By Etgar Lefkovits, JNS

A 15-year-old Israeli girl from a kibbutz near the Gaza Strip who lost her father and grandparents after Hamas terrorists infiltrated the border and murdered more than 1,200 people.

A 28-year-old who was shot and seriously injured while hunkering inside a trash canister at the site of the desert music festival amid dead bodies, including that of her boyfriend, who was gunned down and murdered.

Mothers who sons were killed or kidnapped in the terrorist attacks in southern Israel.

These are just some of the stories told at a new exhibition on the Oct. 7 massacre that was inaugurated on Thursday at the Museum of Tolerance Jerusalem.

It includes the personal testimonies of 25 women whose lives were irrevocably altered during the atrocities on the Black Shabbat and Simchat Torah morning.
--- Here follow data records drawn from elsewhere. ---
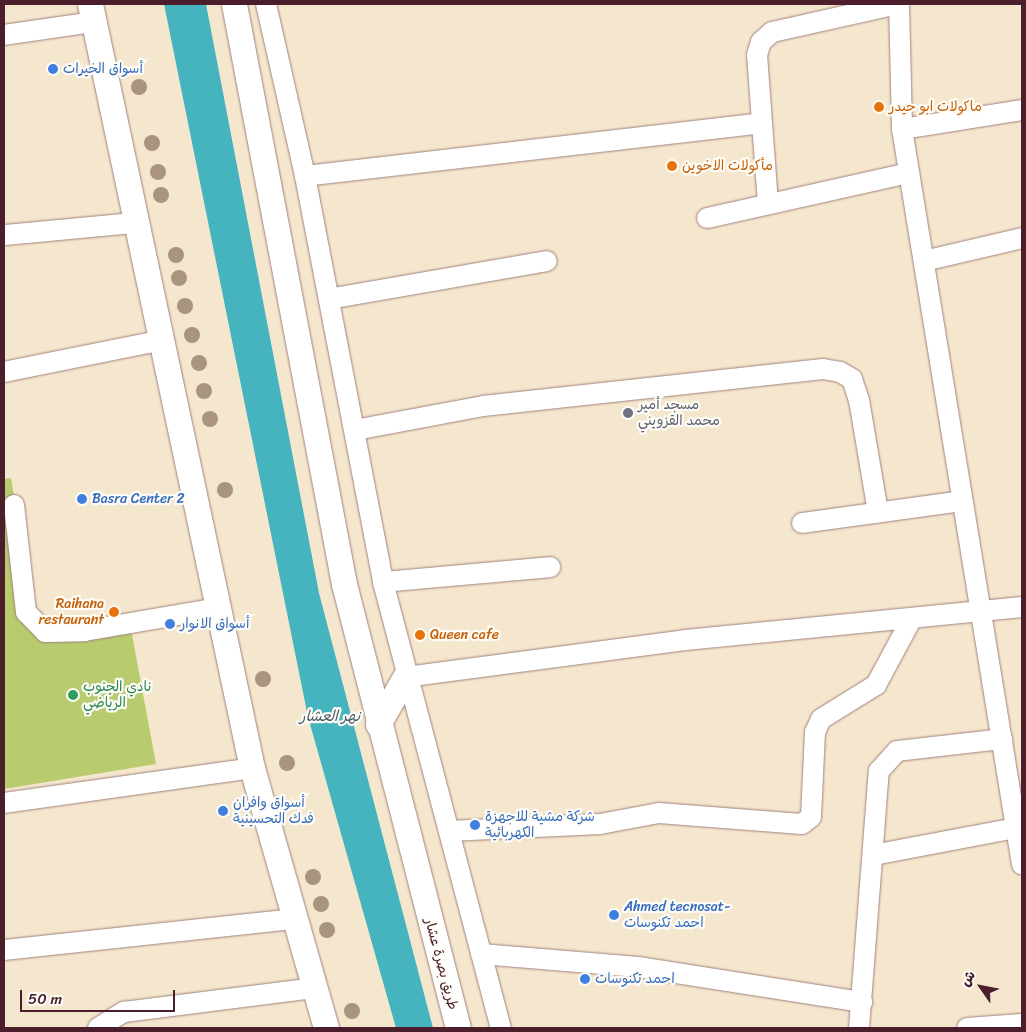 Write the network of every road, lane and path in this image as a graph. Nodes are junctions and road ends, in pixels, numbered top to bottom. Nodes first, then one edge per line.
1 (234, 4) edge
2 (266, 4) edge
3 (898, 4) edge
4 (92, 13) edge
5 (4, 35) edge
6 (1022, 110) edge
7 (760, 123) junction
8 (902, 129) junction
9 (909, 173) junction
10 (305, 176) junction
11 (768, 204) junction
12 (707, 218) dead end
13 (134, 223) junction
14 (4, 235) edge
15 (1022, 238) edge
16 (924, 260) junction
17 (547, 261) dead end
18 (329, 299) junction
19 (162, 340) junction
20 (4, 372) edge
21 (355, 430) junction
22 (963, 501) junction
23 (14, 505) dead end
24 (878, 512) junction
25 (802, 522) dead end
26 (550, 567) dead end
27 (383, 582) junction
28 (1022, 607) edge
29 (218, 608) junction
30 (981, 614) junction
31 (911, 620) junction
32 (404, 677) junction
33 (378, 724) junction
34 (1002, 739) junction
35 (252, 768) junction
36 (4, 803) edge
37 (449, 831) junction
38 (1019, 837) edge
39 (873, 855) junction
40 (1022, 864) edge
41 (294, 919) junction
42 (4, 950) edge
43 (481, 954) junction
44 (313, 988) junction
45 (862, 1002) junction
46 (1022, 1024) edge
47 (98, 1028) edge
48 (326, 1028) edge
49 (458, 1028) edge
50 (501, 1028) edge
51 (859, 1028) edge
52 (967, 1028) edge

1 - 33 main road, طريق بصرة عشار
2 - 10 street
3 - 7 street
3 - 8 street
4 - 5 street
4 - 13 main road
6 - 8 street
7 - 10 street
7 - 11 street
8 - 9 street
9 - 11 street
9 - 16 street
10 - 18 street
11 - 12 street
13 - 14 street
13 - 19 main road
15 - 16 street
16 - 22 street
17 - 18 street
18 - 21 street
19 - 20 street
19 - 29 main road
21 - 24 street
21 - 27 street
22 - 24 street
22 - 30 street
23 - 29 street
24 - 25 street
26 - 27 street
27 - 32 street
28 - 30 street
29 - 35 main road
30 - 31 street
30 - 34 street
31 - 32 street
31 - 37 street
32 - 33 main road
32 - 37 street
33 - 49 main road, طريق بصرة عشار
34 - 38 street
34 - 39 street
35 - 36 street
35 - 41 main road
37 - 43 street
38 - 39 street
38 - 40 street
39 - 45 street
41 - 42 street
41 - 44 main road
43 - 45 street
43 - 50 street
44 - 47 street
44 - 48 main road
45 - 51 street
46 - 52 street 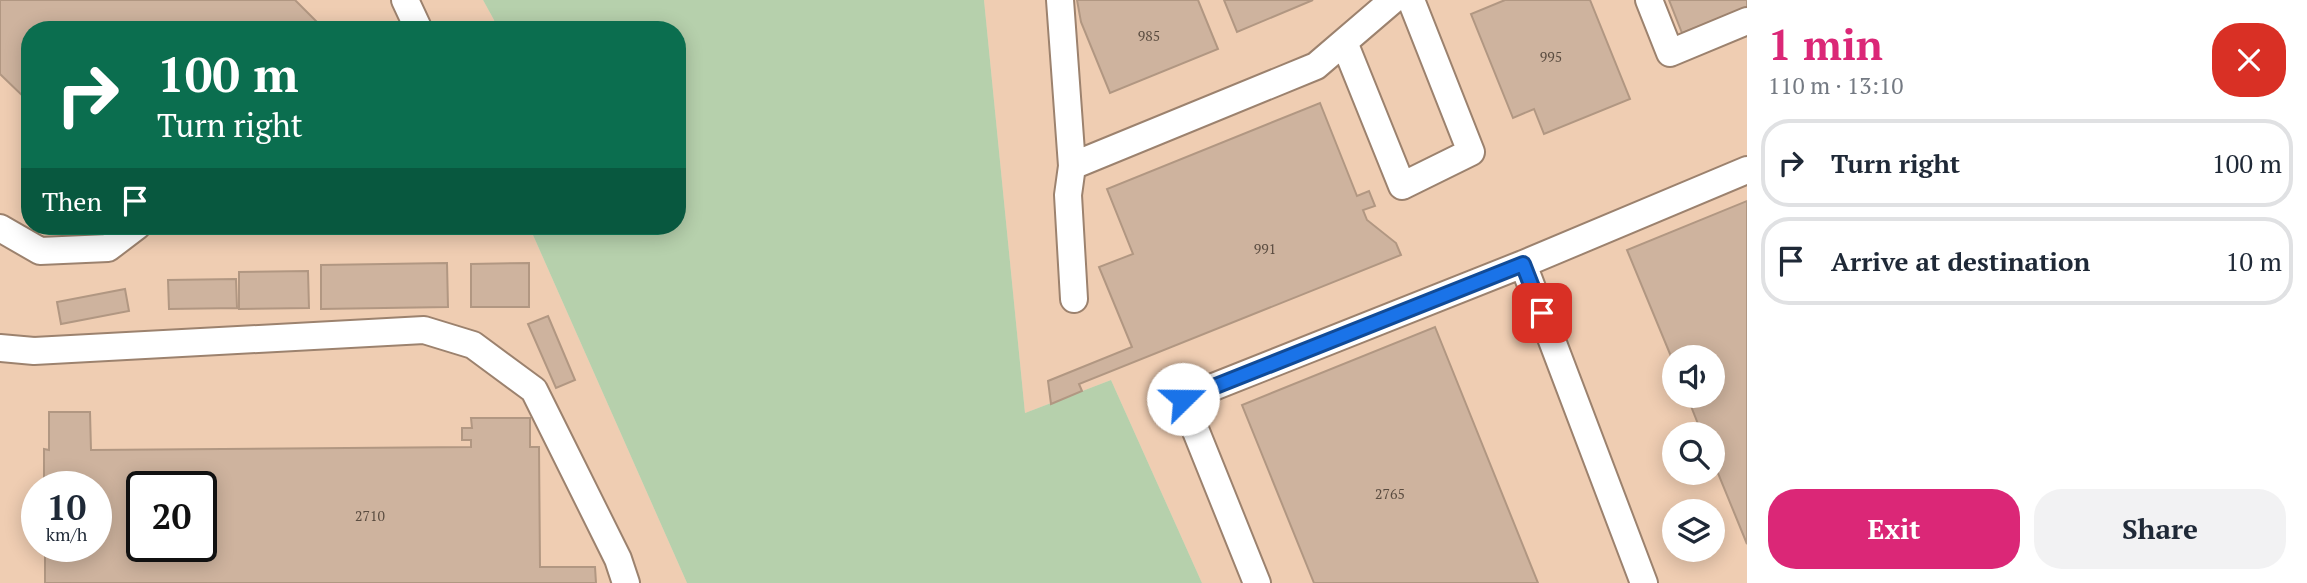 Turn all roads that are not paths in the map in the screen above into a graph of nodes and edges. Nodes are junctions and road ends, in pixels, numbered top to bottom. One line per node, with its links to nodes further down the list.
1 (405, 0): 6 (lane)
2 (1060, 0): 9 (lane)
3 (1393, 0): 8 (lane)
4 (1411, 0): 8 (lane)
5 (1649, 0): 7 (lane)
6 (415, 21)
7 (1747, 22)
8 (1344, 42): 9 (lane)
9 (1072, 166): 14 (lane)
10 (1747, 170): 13 (lane)
11 (0, 228): 12 (lane)
12 (125, 235)
13 (1523, 264): 17 (lane); 18 (lane)
14 (1074, 299)
15 (0, 348): 16 (lane)
16 (626, 583)
17 (1257, 583)
18 (1644, 583) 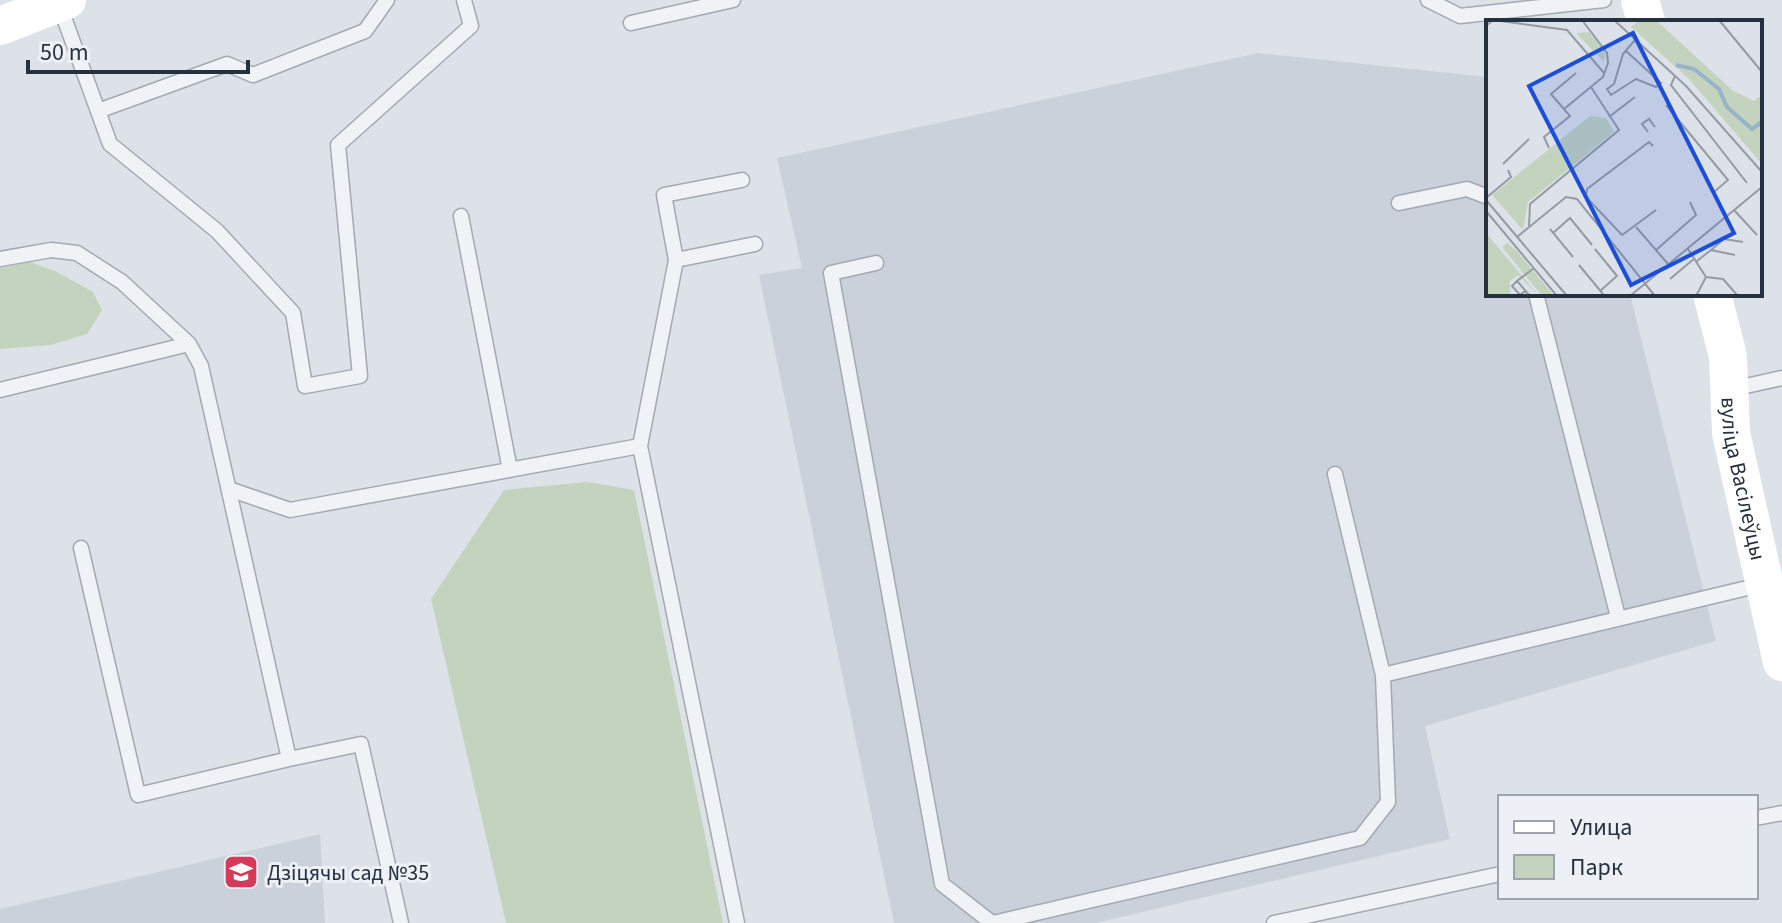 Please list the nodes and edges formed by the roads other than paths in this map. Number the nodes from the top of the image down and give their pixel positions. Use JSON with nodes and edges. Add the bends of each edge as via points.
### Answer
{"nodes":[{"id":1,"x":387,"y":0,"type":"edge"},
{"id":2,"x":464,"y":0,"type":"edge"},
{"id":3,"x":733,"y":0,"type":"edge"},
{"id":4,"x":1428,"y":0,"type":"edge"},
{"id":5,"x":1604,"y":0,"type":"edge"},
{"id":6,"x":1640,"y":0,"type":"edge"},
{"id":7,"x":63,"y":2,"type":"edge"},
{"id":8,"x":1645,"y":20,"type":"edge"},
{"id":9,"x":631,"y":23,"type":"dead end"},
{"id":10,"x":0,"y":26,"type":"edge"},
{"id":11,"x":98,"y":111,"type":"junction"},
{"id":12,"x":742,"y":180,"type":"dead end"},
{"id":13,"x":1486,"y":196,"type":"edge"},
{"id":14,"x":1399,"y":203,"type":"dead end"},
{"id":15,"x":461,"y":216,"type":"dead end"},
{"id":16,"x":755,"y":244,"type":"dead end"},
{"id":17,"x":0,"y":259,"type":"edge"},
{"id":18,"x":676,"y":260,"type":"junction"},
{"id":19,"x":876,"y":263,"type":"dead end"},
{"id":20,"x":1537,"y":296,"type":"edge"},
{"id":21,"x":1713,"y":296,"type":"edge"},
{"id":22,"x":189,"y":344,"type":"junction"},
{"id":23,"x":1782,"y":378,"type":"edge"},
{"id":24,"x":1729,"y":389,"type":"junction"},
{"id":25,"x":0,"y":390,"type":"edge"},
{"id":26,"x":640,"y":446,"type":"junction"},
{"id":27,"x":510,"y":470,"type":"junction"},
{"id":28,"x":1335,"y":474,"type":"dead end"},
{"id":29,"x":229,"y":489,"type":"junction"},
{"id":30,"x":81,"y":548,"type":"dead end"},
{"id":31,"x":1764,"y":584,"type":"junction"},
{"id":32,"x":1618,"y":617,"type":"junction"},
{"id":33,"x":1782,"y":662,"type":"edge"},
{"id":34,"x":1383,"y":675,"type":"junction"},
{"id":35,"x":289,"y":759,"type":"junction"},
{"id":36,"x":1782,"y":813,"type":"edge"},
{"id":37,"x":1758,"y":818,"type":"edge"},
{"id":38,"x":1498,"y":874,"type":"edge"},
{"id":39,"x":401,"y":923,"type":"edge"},
{"id":40,"x":737,"y":923,"type":"edge"},
{"id":41,"x":992,"y":923,"type":"edge"},
{"id":42,"x":1274,"y":923,"type":"edge"}],
"edges":[{"from":1,"to":11,"type":"lane","via":[[365,31],[253,75],[227,64]]},
{"from":2,"to":11,"type":"lane","via":[[471,26],[338,145],[360,376],[305,386],[293,313],[217,231],[110,144]]},
{"from":3,"to":9,"type":"lane"},
{"from":4,"to":5,"type":"lane","via":[[1460,16]]},
{"from":6,"to":8,"type":"street"},
{"from":7,"to":10,"type":"street"},
{"from":7,"to":11,"type":"lane"},
{"from":12,"to":18,"type":"lane","via":[[664,195]]},
{"from":13,"to":14,"type":"lane","via":[[1467,189]]},
{"from":15,"to":27,"type":"lane"},
{"from":16,"to":18,"type":"lane"},
{"from":17,"to":22,"type":"lane","via":[[51,250],[77,253],[122,282]]},
{"from":18,"to":26,"type":"lane"},
{"from":19,"to":41,"type":"lane","via":[[831,273],[942,884]]},
{"from":20,"to":32,"type":"lane"},
{"from":21,"to":24,"type":"street","name":"вуліца Васілеўцы","via":[[1728,356]]},
{"from":22,"to":25,"type":"lane"},
{"from":22,"to":29,"type":"lane","via":[[201,366]]},
{"from":23,"to":24,"type":"lane"},
{"from":24,"to":31,"type":"street","name":"вуліца Васілеўцы","via":[[1731,433]]},
{"from":26,"to":27,"type":"lane"},
{"from":26,"to":40,"type":"lane"},
{"from":27,"to":29,"type":"lane","via":[[290,510]]},
{"from":28,"to":34,"type":"lane"},
{"from":29,"to":35,"type":"lane"},
{"from":30,"to":35,"type":"lane","via":[[138,795]]},
{"from":31,"to":32,"type":"lane"},
{"from":31,"to":33,"type":"street","name":"вуліца Васілеўцы"},
{"from":32,"to":34,"type":"lane"},
{"from":34,"to":41,"type":"lane","via":[[1388,802],[1360,838]]},
{"from":35,"to":39,"type":"lane","via":[[361,744]]},
{"from":36,"to":37,"type":"lane"},
{"from":38,"to":42,"type":"lane"}]}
The $1.4 million exhibition, “From Darkness to Light,” will open to the public at large on May 20.

It seeks to memorialize the worst attack on the Jewish people since World War II and the Holocaust, as well as the newfound unity among the Jewish people and supporters of Israel worldwide.

“We can never feel the pain of those families who lost loved ones, but the Jewish people are coming together as never before in strength as a family,” the Denver-based business executive and philanthropist Larry Mizel, who spent two decades developing the museum, told JNS during a press tour of the exhibition with Israeli President Isaac Herzog and other dignitaries.

“We see that the world has learned nothing from the Holocaust,” said Marvin Hier, the dean and founder of the Los Angeles-based Simon Wiesenthal Center. “What is happening on campuses [in the United States] is an embarrassment to America and democracy. Hitler would be saluting the protesters.”

‘The gates of hell opened’

The darkened exhibition hall serves as the backdrop for visitors to feel the semblance of what happened across scores of communities in southern Israel on the holiday weekend, starting at 6:29 a.m., when thousands of Hamas-led terrorists from Gaza stormed across the border.

Jerusalem Museum of Tolerance Exhibit

“At 6:29 a.m. a siren ripped through the air and the sky filled with rockets,” the exhibition’s entry wall reads, alongside photos of the horror that would unfold. “From that moment, and for many hours, the gates of hell opened on the Israeli residents of communities along the border with the Gaza Strip.”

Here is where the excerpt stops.